Ingredients

  • 2 tablespoons plain yogurt
  • 1 pound ground turkey (preferably a mixture of light and dark meat)
  • 3/4 teaspoon salt, or to taste
  • 1 tablespoon whole coriander seeds and 1 teaspoon whole cumin seeds, crushed lightly in a mortar or put between sheets of foil and crushed with a rolling pin
  • 1/4 cup finely chopped fresh mint
  • 1/2 teaspoon crushed red pepper flakes
  • 1 teaspoon finely grated peeled fresh ginger
  • 5 tablespoons olive or canola oil

Method

  • Spoon the yogurt into a small sieve and set it over a cup to drain.
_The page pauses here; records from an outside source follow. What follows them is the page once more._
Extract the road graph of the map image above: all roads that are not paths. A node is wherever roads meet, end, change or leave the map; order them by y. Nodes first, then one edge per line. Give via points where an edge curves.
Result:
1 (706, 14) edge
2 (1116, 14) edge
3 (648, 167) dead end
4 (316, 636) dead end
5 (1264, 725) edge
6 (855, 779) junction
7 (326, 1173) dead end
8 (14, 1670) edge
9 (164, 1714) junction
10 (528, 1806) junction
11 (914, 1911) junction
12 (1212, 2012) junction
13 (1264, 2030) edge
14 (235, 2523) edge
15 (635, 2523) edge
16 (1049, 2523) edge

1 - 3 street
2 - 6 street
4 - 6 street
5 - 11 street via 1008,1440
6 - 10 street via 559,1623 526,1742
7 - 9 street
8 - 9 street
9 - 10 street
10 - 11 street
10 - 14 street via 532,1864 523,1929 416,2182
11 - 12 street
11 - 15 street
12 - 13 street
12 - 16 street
  • Ten minutes will do it, but longer will not hurt.
  • Now put this drained yogurt and all the ingredients except the oil in a bowl and mix well.
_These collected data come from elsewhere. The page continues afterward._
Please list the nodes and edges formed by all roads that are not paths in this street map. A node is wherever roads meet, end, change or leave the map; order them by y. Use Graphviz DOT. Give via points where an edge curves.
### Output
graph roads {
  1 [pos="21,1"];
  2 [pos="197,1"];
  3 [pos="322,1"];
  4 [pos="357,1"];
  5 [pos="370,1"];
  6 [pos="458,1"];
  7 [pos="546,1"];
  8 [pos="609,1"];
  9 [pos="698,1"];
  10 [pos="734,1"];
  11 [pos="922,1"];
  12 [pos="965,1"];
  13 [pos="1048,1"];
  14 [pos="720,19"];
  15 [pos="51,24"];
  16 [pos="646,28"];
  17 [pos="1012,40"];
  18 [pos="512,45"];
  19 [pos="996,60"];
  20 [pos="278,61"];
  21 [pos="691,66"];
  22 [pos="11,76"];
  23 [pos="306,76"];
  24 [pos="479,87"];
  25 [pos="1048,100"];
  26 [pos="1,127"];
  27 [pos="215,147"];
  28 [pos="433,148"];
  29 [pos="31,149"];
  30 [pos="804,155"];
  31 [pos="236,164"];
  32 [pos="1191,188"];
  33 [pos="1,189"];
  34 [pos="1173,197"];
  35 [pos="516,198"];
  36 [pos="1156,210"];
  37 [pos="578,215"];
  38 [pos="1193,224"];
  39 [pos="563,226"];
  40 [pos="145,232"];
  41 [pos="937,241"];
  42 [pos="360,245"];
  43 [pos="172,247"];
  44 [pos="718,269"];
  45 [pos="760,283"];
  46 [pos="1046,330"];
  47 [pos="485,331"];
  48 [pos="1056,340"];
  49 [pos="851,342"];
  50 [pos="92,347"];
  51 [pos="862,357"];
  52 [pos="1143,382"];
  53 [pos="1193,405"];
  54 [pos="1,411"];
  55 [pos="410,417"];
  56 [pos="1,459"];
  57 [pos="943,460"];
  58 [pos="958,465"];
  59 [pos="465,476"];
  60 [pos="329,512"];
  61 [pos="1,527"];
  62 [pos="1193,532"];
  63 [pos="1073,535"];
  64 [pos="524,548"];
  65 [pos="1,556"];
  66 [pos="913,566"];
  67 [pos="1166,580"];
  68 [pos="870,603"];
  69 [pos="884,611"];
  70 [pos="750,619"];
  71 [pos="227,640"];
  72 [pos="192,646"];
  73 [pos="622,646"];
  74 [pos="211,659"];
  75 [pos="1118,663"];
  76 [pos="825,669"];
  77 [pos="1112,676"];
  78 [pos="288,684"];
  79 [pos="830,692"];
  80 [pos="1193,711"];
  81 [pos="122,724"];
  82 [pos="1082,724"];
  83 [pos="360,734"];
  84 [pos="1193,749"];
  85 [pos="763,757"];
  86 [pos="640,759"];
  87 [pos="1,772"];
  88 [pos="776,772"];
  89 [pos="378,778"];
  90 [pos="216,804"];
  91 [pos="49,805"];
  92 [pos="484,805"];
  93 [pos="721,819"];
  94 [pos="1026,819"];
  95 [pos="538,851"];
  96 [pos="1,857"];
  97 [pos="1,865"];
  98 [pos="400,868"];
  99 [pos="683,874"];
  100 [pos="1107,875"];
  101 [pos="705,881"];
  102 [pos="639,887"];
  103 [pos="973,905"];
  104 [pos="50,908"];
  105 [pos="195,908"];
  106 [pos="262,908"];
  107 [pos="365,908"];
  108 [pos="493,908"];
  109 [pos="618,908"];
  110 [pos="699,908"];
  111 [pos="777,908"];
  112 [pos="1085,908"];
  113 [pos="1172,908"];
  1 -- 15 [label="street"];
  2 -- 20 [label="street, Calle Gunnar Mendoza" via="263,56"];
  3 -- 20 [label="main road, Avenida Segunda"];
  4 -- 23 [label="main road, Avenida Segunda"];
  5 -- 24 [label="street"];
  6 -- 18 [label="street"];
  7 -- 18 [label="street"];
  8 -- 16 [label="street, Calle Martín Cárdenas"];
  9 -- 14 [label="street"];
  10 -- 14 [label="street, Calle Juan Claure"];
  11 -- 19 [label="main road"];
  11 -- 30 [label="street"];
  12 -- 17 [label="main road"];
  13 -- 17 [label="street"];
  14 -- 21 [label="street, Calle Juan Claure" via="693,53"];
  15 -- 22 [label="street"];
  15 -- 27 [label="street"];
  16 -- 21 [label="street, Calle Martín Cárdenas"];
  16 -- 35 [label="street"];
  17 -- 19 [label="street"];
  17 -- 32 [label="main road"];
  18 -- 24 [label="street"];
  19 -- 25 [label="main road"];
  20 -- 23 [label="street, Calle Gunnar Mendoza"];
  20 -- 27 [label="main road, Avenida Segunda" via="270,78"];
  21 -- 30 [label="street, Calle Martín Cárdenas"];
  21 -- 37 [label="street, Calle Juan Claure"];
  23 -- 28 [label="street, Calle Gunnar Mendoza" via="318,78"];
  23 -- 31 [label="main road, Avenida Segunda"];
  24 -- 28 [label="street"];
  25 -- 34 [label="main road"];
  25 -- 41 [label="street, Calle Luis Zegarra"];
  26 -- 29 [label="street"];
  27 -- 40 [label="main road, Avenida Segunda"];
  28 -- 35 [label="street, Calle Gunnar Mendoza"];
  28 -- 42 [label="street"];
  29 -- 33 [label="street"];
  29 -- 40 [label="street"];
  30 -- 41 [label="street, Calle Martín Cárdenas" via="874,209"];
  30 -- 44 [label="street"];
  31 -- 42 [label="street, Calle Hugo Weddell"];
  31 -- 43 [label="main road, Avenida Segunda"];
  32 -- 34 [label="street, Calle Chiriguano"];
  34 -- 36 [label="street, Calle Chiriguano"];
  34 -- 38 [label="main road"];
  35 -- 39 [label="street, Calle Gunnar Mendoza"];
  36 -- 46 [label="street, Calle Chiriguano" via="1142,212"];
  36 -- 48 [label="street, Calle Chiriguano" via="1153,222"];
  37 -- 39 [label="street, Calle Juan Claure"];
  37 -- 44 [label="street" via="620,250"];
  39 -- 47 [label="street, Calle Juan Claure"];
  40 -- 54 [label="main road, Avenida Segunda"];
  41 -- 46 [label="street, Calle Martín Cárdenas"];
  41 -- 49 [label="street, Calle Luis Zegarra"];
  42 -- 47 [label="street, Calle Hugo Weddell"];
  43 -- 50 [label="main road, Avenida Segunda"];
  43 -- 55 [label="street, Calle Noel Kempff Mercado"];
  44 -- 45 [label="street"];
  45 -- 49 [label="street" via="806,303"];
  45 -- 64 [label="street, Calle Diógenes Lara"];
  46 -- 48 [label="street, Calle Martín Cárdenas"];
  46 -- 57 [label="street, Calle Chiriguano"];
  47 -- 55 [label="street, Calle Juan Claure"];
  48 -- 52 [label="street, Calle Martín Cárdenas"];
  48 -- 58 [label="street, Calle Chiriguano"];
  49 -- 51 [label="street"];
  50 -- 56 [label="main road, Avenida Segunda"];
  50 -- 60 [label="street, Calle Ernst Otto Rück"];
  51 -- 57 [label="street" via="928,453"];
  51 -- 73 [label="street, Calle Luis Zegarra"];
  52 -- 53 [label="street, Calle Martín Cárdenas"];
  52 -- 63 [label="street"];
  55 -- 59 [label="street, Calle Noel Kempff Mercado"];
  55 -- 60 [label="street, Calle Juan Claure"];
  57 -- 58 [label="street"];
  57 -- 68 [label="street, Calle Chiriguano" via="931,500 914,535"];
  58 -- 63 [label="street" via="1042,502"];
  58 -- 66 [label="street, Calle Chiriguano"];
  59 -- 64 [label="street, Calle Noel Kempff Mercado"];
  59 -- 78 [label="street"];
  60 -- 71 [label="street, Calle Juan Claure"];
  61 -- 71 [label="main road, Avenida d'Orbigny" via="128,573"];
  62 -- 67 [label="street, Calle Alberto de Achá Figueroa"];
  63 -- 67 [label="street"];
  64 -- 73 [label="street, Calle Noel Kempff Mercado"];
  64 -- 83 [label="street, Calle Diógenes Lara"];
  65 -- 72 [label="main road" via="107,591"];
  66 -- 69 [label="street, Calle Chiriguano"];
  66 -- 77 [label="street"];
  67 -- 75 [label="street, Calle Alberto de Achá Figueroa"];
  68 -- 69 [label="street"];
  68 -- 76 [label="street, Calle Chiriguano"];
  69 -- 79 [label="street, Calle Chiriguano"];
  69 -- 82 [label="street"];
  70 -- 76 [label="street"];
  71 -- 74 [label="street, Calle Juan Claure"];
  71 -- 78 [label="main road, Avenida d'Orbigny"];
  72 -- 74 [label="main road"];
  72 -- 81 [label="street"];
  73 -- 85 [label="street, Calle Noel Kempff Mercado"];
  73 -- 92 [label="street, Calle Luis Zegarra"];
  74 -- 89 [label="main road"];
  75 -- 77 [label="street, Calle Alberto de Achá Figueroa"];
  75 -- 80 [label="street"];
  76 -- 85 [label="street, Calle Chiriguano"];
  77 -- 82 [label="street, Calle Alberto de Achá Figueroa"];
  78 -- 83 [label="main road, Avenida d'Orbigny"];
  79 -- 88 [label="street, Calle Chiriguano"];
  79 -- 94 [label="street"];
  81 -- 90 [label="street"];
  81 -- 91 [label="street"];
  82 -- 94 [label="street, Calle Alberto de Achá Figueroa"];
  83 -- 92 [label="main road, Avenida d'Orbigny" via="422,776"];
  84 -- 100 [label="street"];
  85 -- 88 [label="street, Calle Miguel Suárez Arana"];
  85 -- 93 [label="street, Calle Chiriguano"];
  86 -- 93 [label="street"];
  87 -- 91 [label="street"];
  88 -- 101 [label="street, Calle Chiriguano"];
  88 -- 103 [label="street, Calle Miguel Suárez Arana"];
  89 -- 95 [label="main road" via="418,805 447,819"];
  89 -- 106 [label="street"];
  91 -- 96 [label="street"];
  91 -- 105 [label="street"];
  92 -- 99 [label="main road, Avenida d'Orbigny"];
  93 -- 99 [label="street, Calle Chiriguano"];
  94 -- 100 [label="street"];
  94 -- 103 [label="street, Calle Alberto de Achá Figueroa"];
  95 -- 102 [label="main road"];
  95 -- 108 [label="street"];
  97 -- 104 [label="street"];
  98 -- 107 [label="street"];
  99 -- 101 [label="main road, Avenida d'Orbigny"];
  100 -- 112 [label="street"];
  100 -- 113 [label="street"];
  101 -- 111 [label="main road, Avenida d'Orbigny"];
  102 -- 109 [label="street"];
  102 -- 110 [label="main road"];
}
  • Cover and refrigerate at least 1 hour or as long as 24 hours so flavors meld.
  • Divide the meat into six portions and form balls.
  • Flatten the balls to make six 3 1/2-inch clean-edged patties.
  • Pour the oil into a large frying pan and set over medium-high heat.
  • When hot, put in as many patties as will fit in easily and fry about 1 minute or less on each side or until browned.
  • Turn the heat down to medium low and continue to cook the patties, turning frequently, until the juices run clear when the patties are pressed.
  • Make all the patties this way and serve hot.